Merck has better luck with 2nd COVID-19 drug attempt as it sees a positive in early molnupiravir data

Merck has had a torrid time with COVID-19 vaccines and a major setback with its OncoImmune-partnered pandemic med, but now, finally, it’s seeing some good news on that R&D front.

Over the weekend, the Big Pharma and its biotech partner Ridgeback announced their drug, molnupiravir, hit one of its secondary objectives from a new trial, namely to reduce time to negativity of infectious SARS-CoV-2 virus isolation from swabs in patients with symptomatic COVID-19.

The data show that, at Day 5, there was a reduction in positive viral culture in subjects who received molnupiravir (all doses) compared to placebo: 0% (0/47) for molnupiravir and 24% (6/25) for placebo.

Merck said no safety signals were seen, and, “of the 4 serious adverse events reported, none were considered to be study drug related.”

These early findings from a phase 2a test of around 200 non-hospitalized patients were presented during Science Spotlights at the 2021 Conference on Retroviruses and Opportunistic Infections (CROI).

This is just a peek, with primary endpoints and more secondaries “to be presented at an upcoming medical meeting,” which will show a much clearer picture of how well this drug may be working.

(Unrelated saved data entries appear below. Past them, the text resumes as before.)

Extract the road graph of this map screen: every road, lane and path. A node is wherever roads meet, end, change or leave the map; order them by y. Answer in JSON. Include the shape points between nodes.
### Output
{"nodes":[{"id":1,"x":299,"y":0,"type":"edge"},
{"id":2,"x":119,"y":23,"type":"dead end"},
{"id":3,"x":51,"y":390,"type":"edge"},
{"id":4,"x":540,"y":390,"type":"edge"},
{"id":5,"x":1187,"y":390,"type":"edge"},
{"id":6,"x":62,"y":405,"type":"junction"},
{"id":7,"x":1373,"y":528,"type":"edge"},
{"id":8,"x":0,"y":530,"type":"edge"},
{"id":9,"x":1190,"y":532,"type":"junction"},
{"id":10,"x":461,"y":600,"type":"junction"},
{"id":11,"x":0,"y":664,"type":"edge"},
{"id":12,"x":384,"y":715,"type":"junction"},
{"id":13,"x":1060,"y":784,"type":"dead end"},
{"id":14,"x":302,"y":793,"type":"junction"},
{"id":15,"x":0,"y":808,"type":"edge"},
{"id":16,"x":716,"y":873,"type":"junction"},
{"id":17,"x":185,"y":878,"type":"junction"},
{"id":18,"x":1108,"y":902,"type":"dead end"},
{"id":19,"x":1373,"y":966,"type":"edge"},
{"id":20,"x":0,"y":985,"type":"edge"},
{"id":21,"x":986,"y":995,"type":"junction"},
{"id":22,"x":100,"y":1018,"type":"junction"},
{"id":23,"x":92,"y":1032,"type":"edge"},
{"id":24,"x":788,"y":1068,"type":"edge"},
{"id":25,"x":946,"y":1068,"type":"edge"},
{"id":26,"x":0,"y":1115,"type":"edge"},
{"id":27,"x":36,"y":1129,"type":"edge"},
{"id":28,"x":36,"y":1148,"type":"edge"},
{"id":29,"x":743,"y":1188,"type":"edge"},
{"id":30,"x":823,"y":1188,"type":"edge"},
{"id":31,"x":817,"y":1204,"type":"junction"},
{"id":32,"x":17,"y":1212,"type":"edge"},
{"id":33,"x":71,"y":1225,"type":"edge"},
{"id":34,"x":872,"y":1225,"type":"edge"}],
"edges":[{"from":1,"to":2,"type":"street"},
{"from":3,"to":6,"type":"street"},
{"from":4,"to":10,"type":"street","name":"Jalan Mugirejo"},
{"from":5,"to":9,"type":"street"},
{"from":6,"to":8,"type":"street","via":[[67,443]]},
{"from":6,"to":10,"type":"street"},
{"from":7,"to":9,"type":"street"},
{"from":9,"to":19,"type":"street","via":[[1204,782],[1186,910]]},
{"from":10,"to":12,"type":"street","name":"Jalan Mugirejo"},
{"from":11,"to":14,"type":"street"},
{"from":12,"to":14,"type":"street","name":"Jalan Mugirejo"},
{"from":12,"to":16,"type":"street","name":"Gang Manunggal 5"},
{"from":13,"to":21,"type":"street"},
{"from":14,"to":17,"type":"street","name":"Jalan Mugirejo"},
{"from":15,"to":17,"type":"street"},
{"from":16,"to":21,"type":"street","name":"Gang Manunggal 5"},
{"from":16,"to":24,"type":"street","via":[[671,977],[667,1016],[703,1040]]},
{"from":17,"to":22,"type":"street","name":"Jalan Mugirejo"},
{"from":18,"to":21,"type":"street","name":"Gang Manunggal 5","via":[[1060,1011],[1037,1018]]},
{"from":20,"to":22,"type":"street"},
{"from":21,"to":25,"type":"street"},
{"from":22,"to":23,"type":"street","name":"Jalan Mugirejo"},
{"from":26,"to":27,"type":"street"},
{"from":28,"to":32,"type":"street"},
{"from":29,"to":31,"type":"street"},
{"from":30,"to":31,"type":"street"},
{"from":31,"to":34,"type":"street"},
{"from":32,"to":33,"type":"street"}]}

Still, this is good news for Merck and its partner, especially for the Big Pharma, which had to throw out a vaccine program after it failed to work and has been beset by woe for its other partnered COVID-19 drug with OncoImmune, which the FDA has said needs another trial (though we don’t know exactly why).

RELATED: FDA tells Merck to show more data for its OncoImmune COVID-19 drug as EUA pushed back

Molnupiravir (formerly EIDD-2801) works as an oral nucleoside analog that has shown broad-spectrum activity against RNA viruses, including influenza and coronaviruses like SARS and MERS.

Ridgeback licensed the pill last March from Emory University’s nonprofit biotech company, Drug Innovations at Emory, or DRIVE. At the time, DRIVE was prepping it for clinical trials in influenza, but it “immediately recognized” its potential for treating COVID-19. Merck then signed up with the biotech to help boost tests, which started last summer.

“The secondary objective findings in this study, of a quicker decrease in infectious virus among individuals with early COVID-19 treated with molnupiravir, are promising and if supported by additional studies, could have important public health implications, particularly as the SARS-CoV-2 virus continues to spread and evolve globally,” said William Fischer, M.D., lead investigator of the EIDD-2801 2003 study and associate professor of medicine in the division of pulmonary diseases and critical care medicine at the University of North Carolina School of Medicine.

“We continue to make progress in our phase 2/3 clinical programs evaluating molnupiravir in both outpatient and hospital settings and plan to provide updates when appropriate,” added Roy Baynes, M.D., Ph.D., senior vice president, head of global clinical development and chief medical officer at Merck Research Laboratories.

Data from the phase 2/3 pivotal studies of the med are expected this quarter.

Analysts at Cantor said the positive data “show promise for Merck’s COVID treatment,” adding: “We believe the secondary findings in this study of a quicker decrease in infectious virus among individuals with early COVID-19, treated with molnupiravir, are promising and support the additional studies that Merck is running.”